FC-GAGA: Fully Connected Gated Graph Architecture for Spatio-Temporal Traffic Forecasting

The paper introduces a novel model called FC-GAGA (Fully Connected Gated Graph Architecture) designed for spatio-temporal traffic forecasting. This model addresses complex interactions inherent in multivariate time-series (TS) data, which is commonly applicable in domains like traffic management and other networked system analyses. The architecture is built on a fully connected time-series forecasting base combined with innovative graph and time gating mechanisms, and it does not necessitate prior knowledge of the specific graph structure underlying the data relationships.

Model Architecture

FC-GAGA leverages a unique graph gating mechanism that differentiates it from existing TS models.
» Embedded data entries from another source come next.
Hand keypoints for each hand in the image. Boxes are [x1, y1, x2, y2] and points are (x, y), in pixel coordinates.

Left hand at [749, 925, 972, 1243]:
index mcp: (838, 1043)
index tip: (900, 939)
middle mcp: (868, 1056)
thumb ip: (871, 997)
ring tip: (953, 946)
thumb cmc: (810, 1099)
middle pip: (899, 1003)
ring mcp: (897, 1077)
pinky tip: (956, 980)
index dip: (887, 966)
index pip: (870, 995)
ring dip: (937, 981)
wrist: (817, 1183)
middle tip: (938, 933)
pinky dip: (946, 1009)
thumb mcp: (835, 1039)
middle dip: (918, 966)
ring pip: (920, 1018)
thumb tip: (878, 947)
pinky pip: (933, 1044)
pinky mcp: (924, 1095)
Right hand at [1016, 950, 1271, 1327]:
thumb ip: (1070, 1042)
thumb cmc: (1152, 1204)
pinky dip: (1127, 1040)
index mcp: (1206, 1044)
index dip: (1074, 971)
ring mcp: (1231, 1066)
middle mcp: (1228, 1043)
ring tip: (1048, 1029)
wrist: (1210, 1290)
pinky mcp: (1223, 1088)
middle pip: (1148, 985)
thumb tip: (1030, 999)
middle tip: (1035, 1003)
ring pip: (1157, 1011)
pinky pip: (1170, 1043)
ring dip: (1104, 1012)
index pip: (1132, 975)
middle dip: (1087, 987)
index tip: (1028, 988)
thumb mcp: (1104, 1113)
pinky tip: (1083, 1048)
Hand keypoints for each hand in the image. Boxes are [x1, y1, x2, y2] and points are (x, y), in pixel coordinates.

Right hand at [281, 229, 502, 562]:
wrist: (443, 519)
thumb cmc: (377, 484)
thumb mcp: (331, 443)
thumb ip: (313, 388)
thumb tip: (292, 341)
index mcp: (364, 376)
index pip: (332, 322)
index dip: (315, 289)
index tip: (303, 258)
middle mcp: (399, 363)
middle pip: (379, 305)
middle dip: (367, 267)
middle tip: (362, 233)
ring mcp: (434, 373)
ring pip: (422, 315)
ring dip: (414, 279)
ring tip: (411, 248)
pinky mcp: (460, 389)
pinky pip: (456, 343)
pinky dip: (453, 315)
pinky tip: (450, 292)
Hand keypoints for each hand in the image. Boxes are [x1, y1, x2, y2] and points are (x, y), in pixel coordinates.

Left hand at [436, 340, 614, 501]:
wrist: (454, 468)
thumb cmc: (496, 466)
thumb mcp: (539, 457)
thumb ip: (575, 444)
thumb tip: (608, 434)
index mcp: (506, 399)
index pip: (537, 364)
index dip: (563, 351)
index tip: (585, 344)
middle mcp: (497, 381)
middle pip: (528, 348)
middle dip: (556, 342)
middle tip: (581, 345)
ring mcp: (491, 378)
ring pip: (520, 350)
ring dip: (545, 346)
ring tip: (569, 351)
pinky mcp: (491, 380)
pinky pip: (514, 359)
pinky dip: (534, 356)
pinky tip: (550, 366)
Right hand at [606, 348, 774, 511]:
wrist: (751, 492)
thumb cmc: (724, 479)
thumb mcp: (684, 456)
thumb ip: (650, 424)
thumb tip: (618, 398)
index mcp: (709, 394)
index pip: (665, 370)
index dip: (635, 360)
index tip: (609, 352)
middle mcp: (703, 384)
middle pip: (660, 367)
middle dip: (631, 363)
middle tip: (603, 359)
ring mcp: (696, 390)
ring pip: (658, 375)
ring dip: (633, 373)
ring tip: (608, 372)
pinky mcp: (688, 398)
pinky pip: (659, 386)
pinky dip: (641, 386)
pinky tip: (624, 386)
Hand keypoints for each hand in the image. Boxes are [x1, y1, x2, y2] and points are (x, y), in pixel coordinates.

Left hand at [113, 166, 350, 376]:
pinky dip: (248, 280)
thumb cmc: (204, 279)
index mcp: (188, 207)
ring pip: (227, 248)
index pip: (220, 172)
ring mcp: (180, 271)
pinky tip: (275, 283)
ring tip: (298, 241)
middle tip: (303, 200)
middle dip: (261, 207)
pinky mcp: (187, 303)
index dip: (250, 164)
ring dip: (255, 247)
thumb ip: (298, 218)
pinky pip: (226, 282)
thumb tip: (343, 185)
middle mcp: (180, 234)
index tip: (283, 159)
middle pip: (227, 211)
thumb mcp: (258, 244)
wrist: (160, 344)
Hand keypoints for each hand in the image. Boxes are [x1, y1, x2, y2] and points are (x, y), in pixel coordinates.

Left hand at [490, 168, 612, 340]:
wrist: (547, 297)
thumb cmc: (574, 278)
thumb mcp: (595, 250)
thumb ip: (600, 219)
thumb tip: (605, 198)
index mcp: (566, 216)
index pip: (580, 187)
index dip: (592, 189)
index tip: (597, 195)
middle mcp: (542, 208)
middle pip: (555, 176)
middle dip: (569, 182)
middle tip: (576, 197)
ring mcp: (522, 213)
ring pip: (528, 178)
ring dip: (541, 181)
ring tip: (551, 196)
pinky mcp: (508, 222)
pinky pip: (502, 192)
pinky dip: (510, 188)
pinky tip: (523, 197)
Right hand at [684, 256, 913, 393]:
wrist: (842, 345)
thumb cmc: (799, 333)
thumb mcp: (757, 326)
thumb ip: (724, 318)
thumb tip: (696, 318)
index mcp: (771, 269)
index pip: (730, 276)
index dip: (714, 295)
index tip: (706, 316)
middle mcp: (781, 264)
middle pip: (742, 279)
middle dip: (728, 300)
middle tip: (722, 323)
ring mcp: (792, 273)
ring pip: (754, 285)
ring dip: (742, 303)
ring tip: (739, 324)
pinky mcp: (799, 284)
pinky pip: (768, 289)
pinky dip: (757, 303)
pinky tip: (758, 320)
The graph gate allows the network to selectively incorporate information from entity interactions across a fully connected architecture, leading to enhanced predictive performance. Notably, FC-GAGA integrates:

  1. Graph Gate Block: This element uses node embeddings to compute weights representing the strength of interactions between nodes, gating the input data to form a selective representation of graph edges.
  2. Time Gate Block: This component adjusts for temporal features, such as the time of day, which may influence the TS data, using it to modulate the impact of node embeddings.
  3. Fully Connected Time-Series Blocks: This core part processes gated inputs using residual blocks to produce forecasts. Each layer in the architecture can learn its distinct graph structure, creating flexibility to adapt to non-Markovian diffusion processes across layers.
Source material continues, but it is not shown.